Vyas Raina, Mark Gales

U.K. Speech 2022

Paper Poster Code
Abstract Grammatical Error Correction (GEC) systems perform a sequence-to-sequence task, where an input word sequence containing grammatical errors, is corrected for these errors by the GEC system to output a grammatically correct word sequence. With the advent of deep learning methods, automated GEC systems have become increasingly popular. For example, GEC systems are often used on speech transcriptions of English learners as a form of assessment and feedback - these powerful GEC systems can be used to automatically measure an aspect of a candidate's fluency. The count of edits from a candidate's input sentence (or essay) to a GEC system's grammatically corrected output sentence is indicative of a candidate's language ability, where fewer edits suggest better fluency. The count of edits can thus be viewed as a fluency score with zero implying perfect fluency.
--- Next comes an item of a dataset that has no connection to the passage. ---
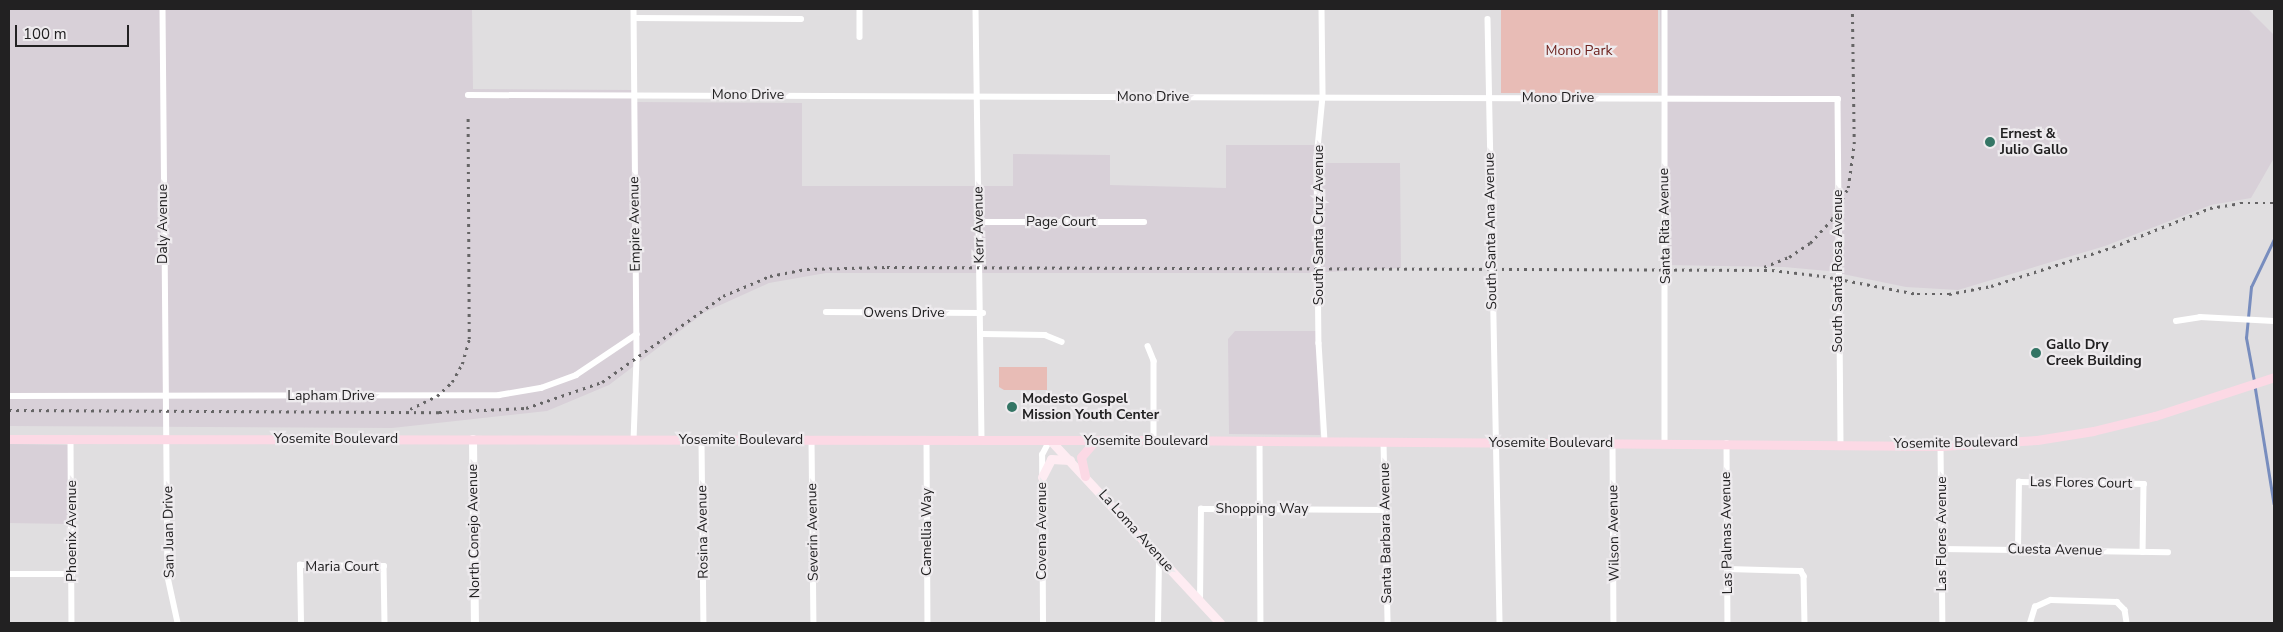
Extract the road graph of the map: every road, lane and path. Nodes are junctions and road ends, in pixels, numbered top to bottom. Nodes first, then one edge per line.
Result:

However, although deep learning based GEC systems are extremely powerful and accurate, they are susceptible to adversarial attacks: an adversary can introduce a small, specific change at the input of a system that causes a large, undesired change at the output. When considering the application of GEC systems to automated language assessment, the aim of an adversary could be to cheat by making a small change to a grammatically incorrect input sentence that conceals the errors from a GEC system, such that no edits are found and the candidate is unjustly awarded a perfect fluency score. This work examines a simple universal substitution adversarial attack that non-native speakers of English could realistically employ to deceive GEC systems used for

Residue-Based Natural Language Adversarial Attack Detection

Vyas Raina, Mark Gales

North American Chapter of the Association for Computational Linguistics (NAACL) 2022

Paper Poster Code
Abstract Deep learning based systems are susceptible to adversarial attacks, where a small, imperceptible change at the input alters the model prediction. However, to date the majority of the approaches to detect these attacks have been designed for image processing systems. Many popular image adversarial detection approaches are able to identify adversarial examples from embedding feature spaces, whilst in the NLP domain existing state of the art detection approaches solely focus on input text features, without consideration of model embedding spaces. This work examines what differences result when porting these image designed strategies to Natural Language Processing (NLP) tasks - these detectors are found to not port over well. This is expected as NLP systems have a very different form of input: discrete and sequential in nature, rather than the continuous and fixed size inputs for images. As an equivalent model-focused NLP detection approach, this work proposes a simple sentence-embedding "residue" based detector to identify adversarial examples. On many tasks, it out-performs ported image domain detectors and recent state of the art NLP specific detectors.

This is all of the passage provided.